(PROBLEM DESCRIPTION):
Show every line of the data below that includes the word "view".

'''

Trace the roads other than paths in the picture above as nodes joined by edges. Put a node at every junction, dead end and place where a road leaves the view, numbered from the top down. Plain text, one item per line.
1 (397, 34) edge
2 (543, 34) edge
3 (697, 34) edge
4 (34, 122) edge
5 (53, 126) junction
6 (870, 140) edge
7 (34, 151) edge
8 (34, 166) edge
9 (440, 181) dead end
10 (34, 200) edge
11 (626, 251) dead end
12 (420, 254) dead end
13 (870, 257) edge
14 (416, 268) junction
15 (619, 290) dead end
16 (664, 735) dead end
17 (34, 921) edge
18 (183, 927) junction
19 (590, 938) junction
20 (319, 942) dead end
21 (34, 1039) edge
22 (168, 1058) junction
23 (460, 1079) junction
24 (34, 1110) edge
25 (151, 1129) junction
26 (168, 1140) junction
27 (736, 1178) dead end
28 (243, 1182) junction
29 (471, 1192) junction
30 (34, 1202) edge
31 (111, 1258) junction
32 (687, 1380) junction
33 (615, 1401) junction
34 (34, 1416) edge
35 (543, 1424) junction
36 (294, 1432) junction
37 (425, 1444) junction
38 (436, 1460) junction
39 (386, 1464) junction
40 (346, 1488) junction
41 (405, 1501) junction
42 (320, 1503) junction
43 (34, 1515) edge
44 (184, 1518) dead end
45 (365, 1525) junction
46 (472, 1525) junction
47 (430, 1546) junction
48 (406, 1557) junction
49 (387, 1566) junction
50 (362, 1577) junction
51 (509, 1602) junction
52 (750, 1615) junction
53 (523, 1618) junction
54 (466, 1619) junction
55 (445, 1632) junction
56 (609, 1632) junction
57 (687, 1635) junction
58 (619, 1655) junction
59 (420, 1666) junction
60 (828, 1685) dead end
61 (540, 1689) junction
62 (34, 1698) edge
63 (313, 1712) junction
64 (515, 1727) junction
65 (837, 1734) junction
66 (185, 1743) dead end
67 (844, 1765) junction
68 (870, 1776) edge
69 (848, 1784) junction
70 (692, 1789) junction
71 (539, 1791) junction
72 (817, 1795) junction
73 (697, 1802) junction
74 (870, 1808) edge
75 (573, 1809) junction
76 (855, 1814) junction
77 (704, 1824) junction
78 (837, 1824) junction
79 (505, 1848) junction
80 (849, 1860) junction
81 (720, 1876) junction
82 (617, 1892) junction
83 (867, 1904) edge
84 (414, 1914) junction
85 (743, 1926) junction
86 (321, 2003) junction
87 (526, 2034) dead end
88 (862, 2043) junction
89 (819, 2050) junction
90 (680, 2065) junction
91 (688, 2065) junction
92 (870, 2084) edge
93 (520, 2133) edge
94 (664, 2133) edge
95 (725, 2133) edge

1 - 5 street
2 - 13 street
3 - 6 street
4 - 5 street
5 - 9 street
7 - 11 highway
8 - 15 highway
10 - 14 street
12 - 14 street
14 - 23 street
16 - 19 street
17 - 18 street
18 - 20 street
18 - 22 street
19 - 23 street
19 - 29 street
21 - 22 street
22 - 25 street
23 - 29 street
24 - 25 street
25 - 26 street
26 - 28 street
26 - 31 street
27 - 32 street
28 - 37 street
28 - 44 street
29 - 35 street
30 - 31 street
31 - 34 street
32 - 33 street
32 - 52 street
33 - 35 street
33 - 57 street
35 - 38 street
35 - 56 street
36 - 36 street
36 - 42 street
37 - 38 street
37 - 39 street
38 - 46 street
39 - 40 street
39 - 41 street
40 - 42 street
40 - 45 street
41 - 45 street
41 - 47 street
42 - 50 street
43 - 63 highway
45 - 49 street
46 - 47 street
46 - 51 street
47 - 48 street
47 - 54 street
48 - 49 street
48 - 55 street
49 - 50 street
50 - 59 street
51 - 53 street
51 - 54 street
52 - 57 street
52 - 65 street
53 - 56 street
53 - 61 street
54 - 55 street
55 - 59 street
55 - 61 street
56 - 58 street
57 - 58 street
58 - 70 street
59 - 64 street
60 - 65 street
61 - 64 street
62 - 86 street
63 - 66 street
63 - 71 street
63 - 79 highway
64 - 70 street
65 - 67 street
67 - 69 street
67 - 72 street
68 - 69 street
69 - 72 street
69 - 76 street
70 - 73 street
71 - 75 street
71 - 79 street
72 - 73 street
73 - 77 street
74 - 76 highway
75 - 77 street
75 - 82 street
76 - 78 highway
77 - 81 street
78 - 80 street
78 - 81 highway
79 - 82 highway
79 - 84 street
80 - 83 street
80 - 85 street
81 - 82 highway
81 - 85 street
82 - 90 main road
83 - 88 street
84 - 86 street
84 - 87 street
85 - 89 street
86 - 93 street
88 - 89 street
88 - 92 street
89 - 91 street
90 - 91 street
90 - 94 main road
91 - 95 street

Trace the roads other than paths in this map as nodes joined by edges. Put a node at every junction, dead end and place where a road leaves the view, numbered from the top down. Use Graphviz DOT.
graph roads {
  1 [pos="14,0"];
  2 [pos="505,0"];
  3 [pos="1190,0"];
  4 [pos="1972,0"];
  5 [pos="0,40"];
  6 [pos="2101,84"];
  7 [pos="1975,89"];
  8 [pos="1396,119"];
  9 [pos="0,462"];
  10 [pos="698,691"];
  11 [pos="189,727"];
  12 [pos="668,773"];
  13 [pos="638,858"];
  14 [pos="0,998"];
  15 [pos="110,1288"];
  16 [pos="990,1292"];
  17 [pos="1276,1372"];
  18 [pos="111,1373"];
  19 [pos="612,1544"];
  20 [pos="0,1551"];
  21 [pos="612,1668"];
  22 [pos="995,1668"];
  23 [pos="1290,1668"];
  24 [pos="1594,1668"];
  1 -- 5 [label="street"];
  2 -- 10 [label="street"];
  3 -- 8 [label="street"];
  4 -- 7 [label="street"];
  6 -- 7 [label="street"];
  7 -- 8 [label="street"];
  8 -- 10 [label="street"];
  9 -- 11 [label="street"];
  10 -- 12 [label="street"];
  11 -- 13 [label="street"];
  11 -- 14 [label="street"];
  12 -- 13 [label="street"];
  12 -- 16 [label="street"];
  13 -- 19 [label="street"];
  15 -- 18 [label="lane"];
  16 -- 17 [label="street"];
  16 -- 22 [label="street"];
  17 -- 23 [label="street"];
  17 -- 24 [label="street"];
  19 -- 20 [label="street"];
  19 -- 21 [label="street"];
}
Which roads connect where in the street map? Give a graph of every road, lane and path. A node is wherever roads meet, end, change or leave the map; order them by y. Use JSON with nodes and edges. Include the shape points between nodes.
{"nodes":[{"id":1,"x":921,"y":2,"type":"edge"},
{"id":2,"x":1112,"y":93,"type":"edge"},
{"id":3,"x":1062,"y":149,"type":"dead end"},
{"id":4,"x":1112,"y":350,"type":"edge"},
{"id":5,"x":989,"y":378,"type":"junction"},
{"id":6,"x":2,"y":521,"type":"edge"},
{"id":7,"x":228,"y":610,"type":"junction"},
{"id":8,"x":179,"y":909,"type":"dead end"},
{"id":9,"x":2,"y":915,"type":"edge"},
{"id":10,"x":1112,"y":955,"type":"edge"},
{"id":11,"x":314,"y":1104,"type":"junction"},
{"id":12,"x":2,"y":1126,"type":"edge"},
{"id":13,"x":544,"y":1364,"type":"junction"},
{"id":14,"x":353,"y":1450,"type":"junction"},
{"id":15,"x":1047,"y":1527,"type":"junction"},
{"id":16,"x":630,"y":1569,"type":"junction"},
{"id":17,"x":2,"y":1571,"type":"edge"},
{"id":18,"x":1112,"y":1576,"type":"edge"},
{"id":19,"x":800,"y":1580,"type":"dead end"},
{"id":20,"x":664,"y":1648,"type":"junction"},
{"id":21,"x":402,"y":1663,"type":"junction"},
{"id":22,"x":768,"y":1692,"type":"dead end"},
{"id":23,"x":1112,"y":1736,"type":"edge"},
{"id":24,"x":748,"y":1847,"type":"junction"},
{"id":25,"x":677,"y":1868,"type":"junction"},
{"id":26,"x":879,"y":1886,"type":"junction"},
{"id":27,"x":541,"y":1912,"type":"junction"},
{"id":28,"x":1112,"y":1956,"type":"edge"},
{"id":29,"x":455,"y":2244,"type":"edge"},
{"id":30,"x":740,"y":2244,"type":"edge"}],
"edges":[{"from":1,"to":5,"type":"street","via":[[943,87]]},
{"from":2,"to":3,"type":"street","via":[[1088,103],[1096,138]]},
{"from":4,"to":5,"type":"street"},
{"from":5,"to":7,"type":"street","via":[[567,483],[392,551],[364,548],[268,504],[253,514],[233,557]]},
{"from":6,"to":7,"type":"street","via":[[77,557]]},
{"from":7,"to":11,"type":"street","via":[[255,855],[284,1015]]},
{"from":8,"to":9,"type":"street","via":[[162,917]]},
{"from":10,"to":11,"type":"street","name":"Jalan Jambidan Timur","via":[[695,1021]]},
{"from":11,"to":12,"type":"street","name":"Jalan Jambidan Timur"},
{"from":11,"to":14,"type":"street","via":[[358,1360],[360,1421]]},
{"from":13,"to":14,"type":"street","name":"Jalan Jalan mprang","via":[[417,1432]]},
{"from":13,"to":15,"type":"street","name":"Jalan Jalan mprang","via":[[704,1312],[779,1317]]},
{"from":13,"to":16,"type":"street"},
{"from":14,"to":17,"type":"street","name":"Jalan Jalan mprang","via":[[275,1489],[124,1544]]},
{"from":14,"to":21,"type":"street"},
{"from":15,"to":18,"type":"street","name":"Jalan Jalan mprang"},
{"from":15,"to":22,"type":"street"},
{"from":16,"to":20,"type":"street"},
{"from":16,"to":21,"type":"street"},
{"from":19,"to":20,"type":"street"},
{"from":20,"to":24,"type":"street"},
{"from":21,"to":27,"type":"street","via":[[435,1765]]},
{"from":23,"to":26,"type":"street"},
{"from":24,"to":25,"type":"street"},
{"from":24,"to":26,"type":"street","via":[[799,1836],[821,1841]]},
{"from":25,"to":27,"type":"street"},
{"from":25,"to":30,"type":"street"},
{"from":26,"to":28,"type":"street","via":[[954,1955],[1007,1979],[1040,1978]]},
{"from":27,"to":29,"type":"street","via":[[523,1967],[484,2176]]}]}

'''

(RESULT OF THE TASK):
Trace the roads other than paths in the picture above as nodes joined by edges. Put a node at every junction, dead end and place where a road leaves the view, numbered from the top down. Plain text, one item per line.
Trace the roads other than paths in this map as nodes joined by edges. Put a node at every junction, dead end and place where a road leaves the view, numbered from the top down. Use Graphviz DOT.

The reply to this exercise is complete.